* _EXERCISE AIM_
An exact copy of all records is expected, minus the images.

....

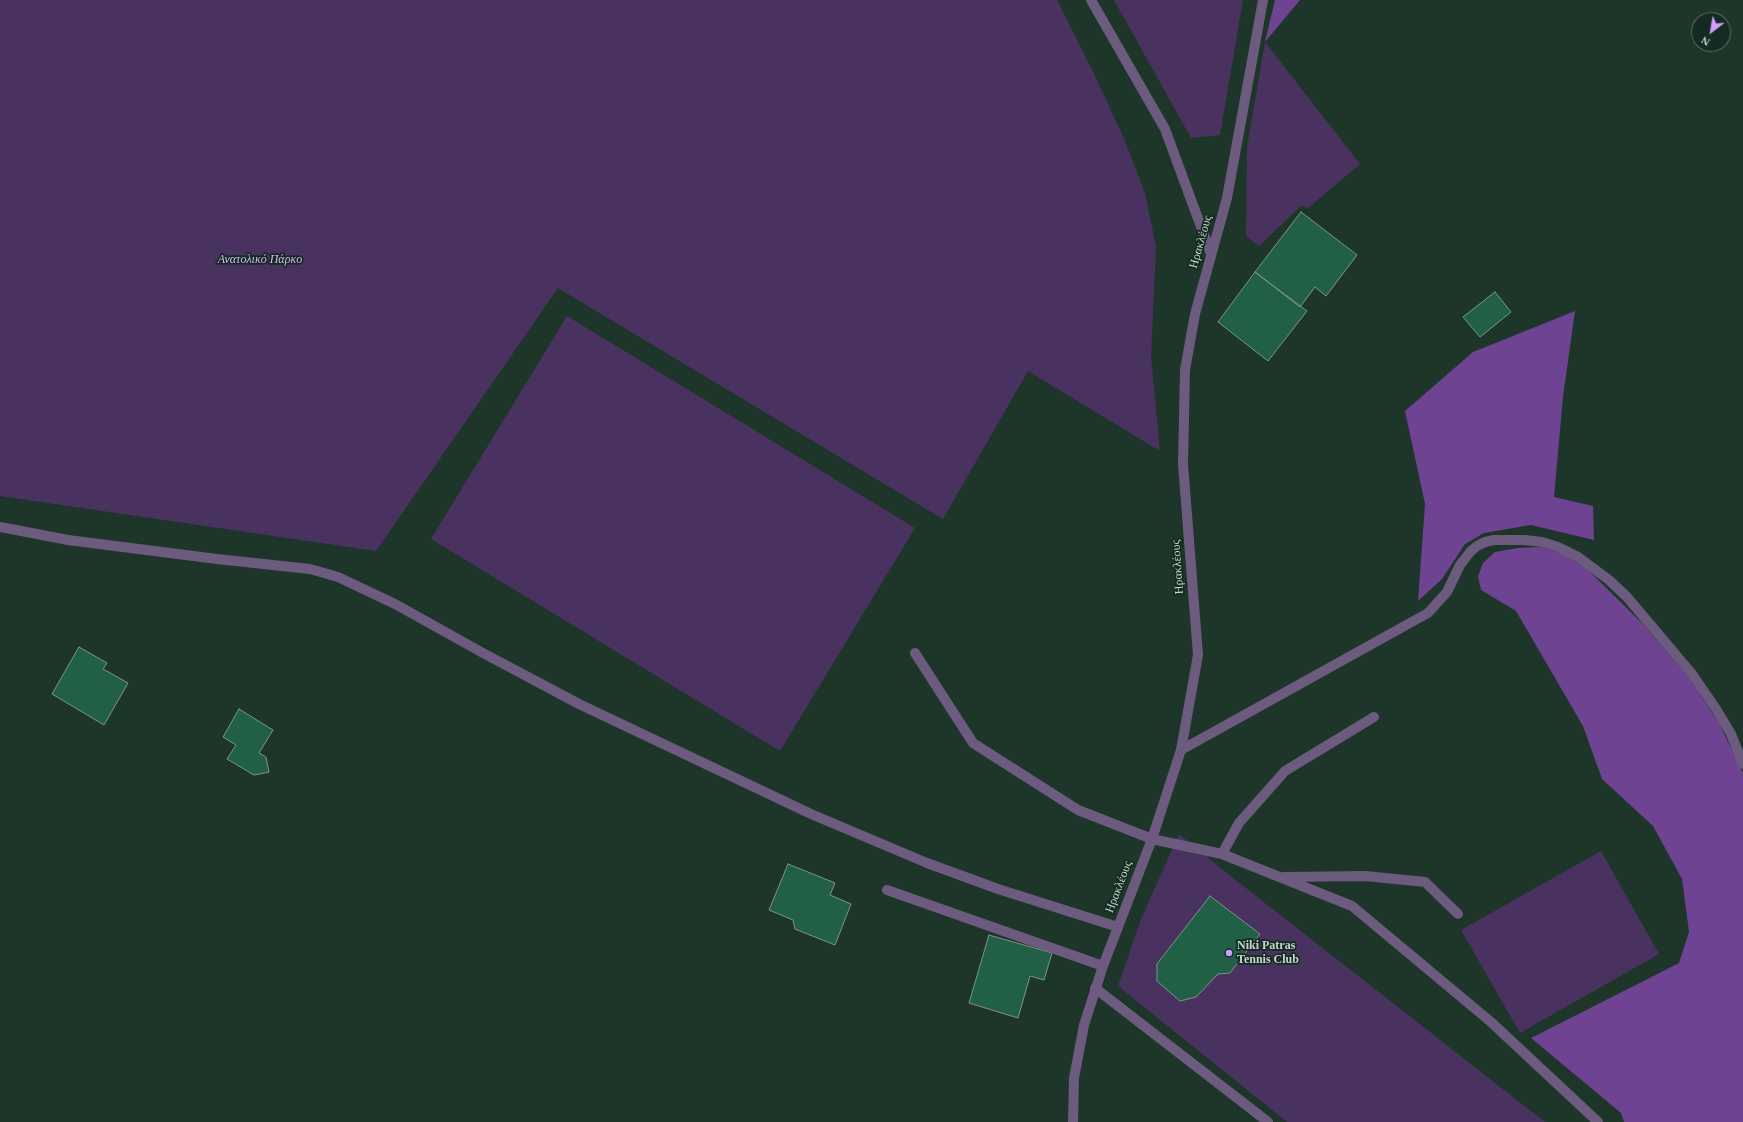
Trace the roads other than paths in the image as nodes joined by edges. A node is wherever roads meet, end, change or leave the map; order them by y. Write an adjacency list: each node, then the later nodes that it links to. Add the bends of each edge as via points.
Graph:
1 (1091, 0): 3 (street, via 1165,129)
2 (1263, 0): 3 (street, Ηρακλέους, via 1227,198)
3 (1211, 254): 7 (street, Ηρακλέους, via 1195,314 1185,370 1183,464 1198,655)
4 (0, 527): 14 (street, via 68,540 310,568 338,577 395,604 579,704 811,814 984,884)
5 (915, 654): 9 (street, via 973,742 1078,810)
6 (1374, 717): 10 (street, via 1285,771 1239,823)
7 (1181, 750): 8 (street, via 1428,613 1447,592 1460,566 1477,546 1494,540 1524,540 1542,542 1578,556 1626,597 1692,674 1731,734); 9 (street, Ηρακλέους)
8 (1743, 764)
9 (1152, 839): 10 (street); 14 (street, Ηρακλέους)
10 (1222, 854): 11 (street)
11 (1278, 877): 13 (street, via 1365,876 1425,882); 19 (street, via 1352,906 1491,1022)
12 (887, 890): 15 (street)
13 (1458, 914)
14 (1118, 926): 15 (street, Ηρακλέους)
15 (1103, 966): 16 (street, Ηρακλέους)
16 (1095, 988): 17 (street, Ηρακλέους, via 1074,1078); 18 (street)
17 (1073, 1122)
18 (1268, 1122)
19 (1598, 1122)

....

* _REPLY TO THE TASK_
Trace the roads other than paths in the image as nodes joined by edges. A node is wherever roads meet, end, change or leave the map; order them by y. Write an adjacency list: each node, then the later nodes that it links to. Add the bends of each edge as via points.
Graph:
1 (1091, 0): 3 (street, via 1165,129)
2 (1263, 0): 3 (street, Ηρακλέους, via 1227,198)
3 (1211, 254): 7 (street, Ηρακλέους, via 1195,314 1185,370 1183,464 1198,655)
4 (0, 527): 14 (street, via 68,540 310,568 338,577 395,604 579,704 811,814 984,884)
5 (915, 654): 9 (street, via 973,742 1078,810)
6 (1374, 717): 10 (street, via 1285,771 1239,823)
7 (1181, 750): 8 (street, via 1428,613 1447,592 1460,566 1477,546 1494,540 1524,540 1542,542 1578,556 1626,597 1692,674 1731,734); 9 (street, Ηρακλέους)
8 (1743, 764)
9 (1152, 839): 10 (street); 14 (street, Ηρακλέους)
10 (1222, 854): 11 (street)
11 (1278, 877): 13 (street, via 1365,876 1425,882); 19 (street, via 1352,906 1491,1022)
12 (887, 890): 15 (street)
13 (1458, 914)
14 (1118, 926): 15 (street, Ηρακλέους)
15 (1103, 966): 16 (street, Ηρακλέους)
16 (1095, 988): 17 (street, Ηρακλέους, via 1074,1078); 18 (street)
17 (1073, 1122)
18 (1268, 1122)
19 (1598, 1122)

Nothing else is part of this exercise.